Where the word "ВУЛИЦЯ" shows up in the entries below, please copy the whole line.

### Records shown
-------------------------

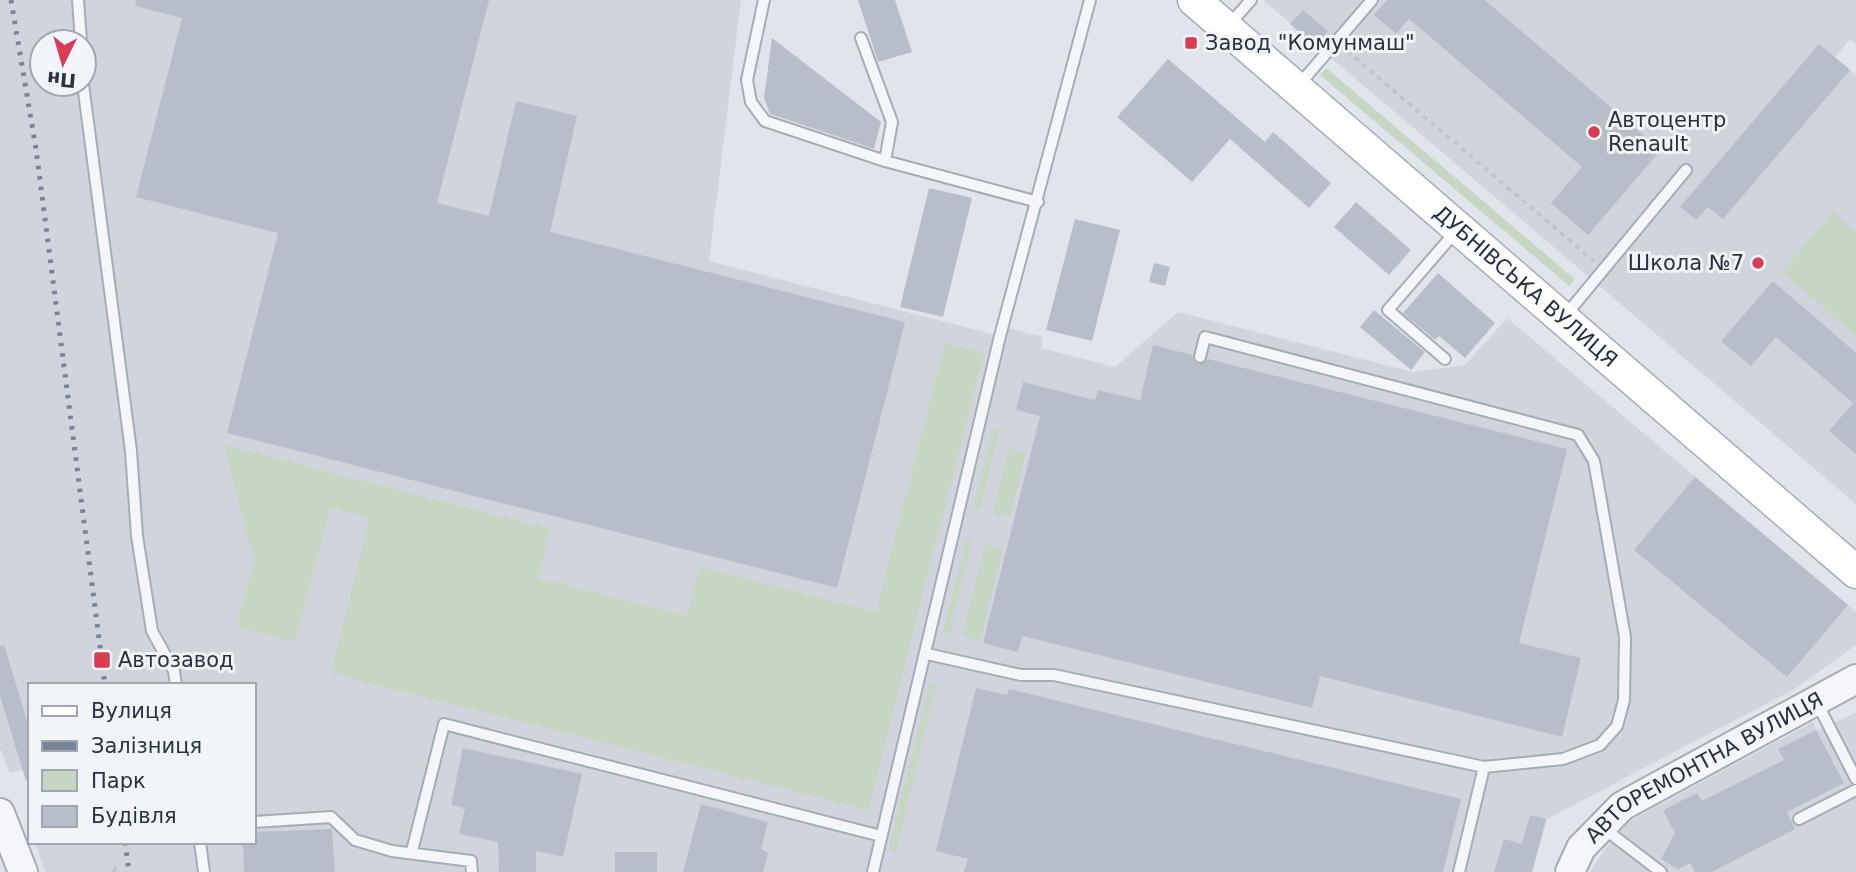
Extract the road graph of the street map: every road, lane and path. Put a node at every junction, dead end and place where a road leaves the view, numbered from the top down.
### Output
1 (78, 0) edge
2 (764, 0) edge
3 (1090, 0) edge
4 (1194, 0) edge
5 (1251, 0) edge
6 (1371, 0) edge
7 (79, 28) edge
8 (1227, 28) junction
9 (861, 38) dead end
10 (1336, 42) junction
11 (1296, 88) junction
12 (85, 98) edge
13 (885, 161) junction
14 (1686, 170) dead end
15 (1038, 202) junction
16 (1458, 228) junction
17 (1604, 269) junction
18 (1563, 318) junction
19 (1200, 357) dead end
20 (1445, 359) dead end
21 (1856, 572) edge
22 (927, 654) junction
23 (1856, 679) edge
24 (176, 683) edge
25 (1816, 701) junction
26 (1484, 767) junction
27 (1856, 779) edge
28 (1856, 790) edge
29 (0, 813) edge
30 (1799, 819) dead end
31 (256, 822) edge
32 (1600, 825) junction
33 (881, 836) junction
34 (200, 844) edge
35 (412, 851) junction
36 (116, 866) dead end
37 (23, 872) edge
38 (114, 872) edge
39 (204, 872) edge
40 (471, 872) edge
41 (873, 872) edge
42 (1459, 872) edge
43 (1570, 872) edge
44 (1661, 872) edge

1 - 7 lane
2 - 13 lane
3 - 15 lane
4 - 8 main road, ДУБНІВСЬКА ВУЛИЦЯ
5 - 8 lane
6 - 10 lane
8 - 11 main road, ДУБНІВСЬКА ВУЛИЦЯ
9 - 13 lane
10 - 11 lane
10 - 17 path
11 - 16 main road, ДУБНІВСЬКА ВУЛИЦЯ
12 - 24 lane
13 - 15 lane
14 - 17 lane
15 - 22 lane
16 - 18 main road, ДУБНІВСЬКА ВУЛИЦЯ
16 - 20 lane
17 - 18 lane
18 - 21 main road, ДУБНІВСЬКА ВУЛИЦЯ
19 - 26 lane
22 - 26 lane
22 - 33 lane
23 - 25 street, АВТОРЕМОНТНА ВУЛИЦЯ
25 - 27 lane
25 - 32 street, АВТОРЕМОНТНА ВУЛИЦЯ
26 - 42 lane
28 - 30 lane
29 - 37 street
31 - 35 lane
32 - 43 street, АВТОРЕМОНТНА ВУЛИЦЯ
32 - 44 lane
33 - 35 lane
33 - 41 lane
34 - 39 lane
35 - 40 lane
36 - 38 path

-------------------------

### Response to this task
4 - 8 main road, ДУБНІВСЬКА ВУЛИЦЯ
8 - 11 main road, ДУБНІВСЬКА ВУЛИЦЯ
11 - 16 main road, ДУБНІВСЬКА ВУЛИЦЯ
16 - 18 main road, ДУБНІВСЬКА ВУЛИЦЯ
18 - 21 main road, ДУБНІВСЬКА ВУЛИЦЯ
23 - 25 street, АВТОРЕМОНТНА ВУЛИЦЯ
25 - 32 street, АВТОРЕМОНТНА ВУЛИЦЯ
32 - 43 street, АВТОРЕМОНТНА ВУЛИЦЯ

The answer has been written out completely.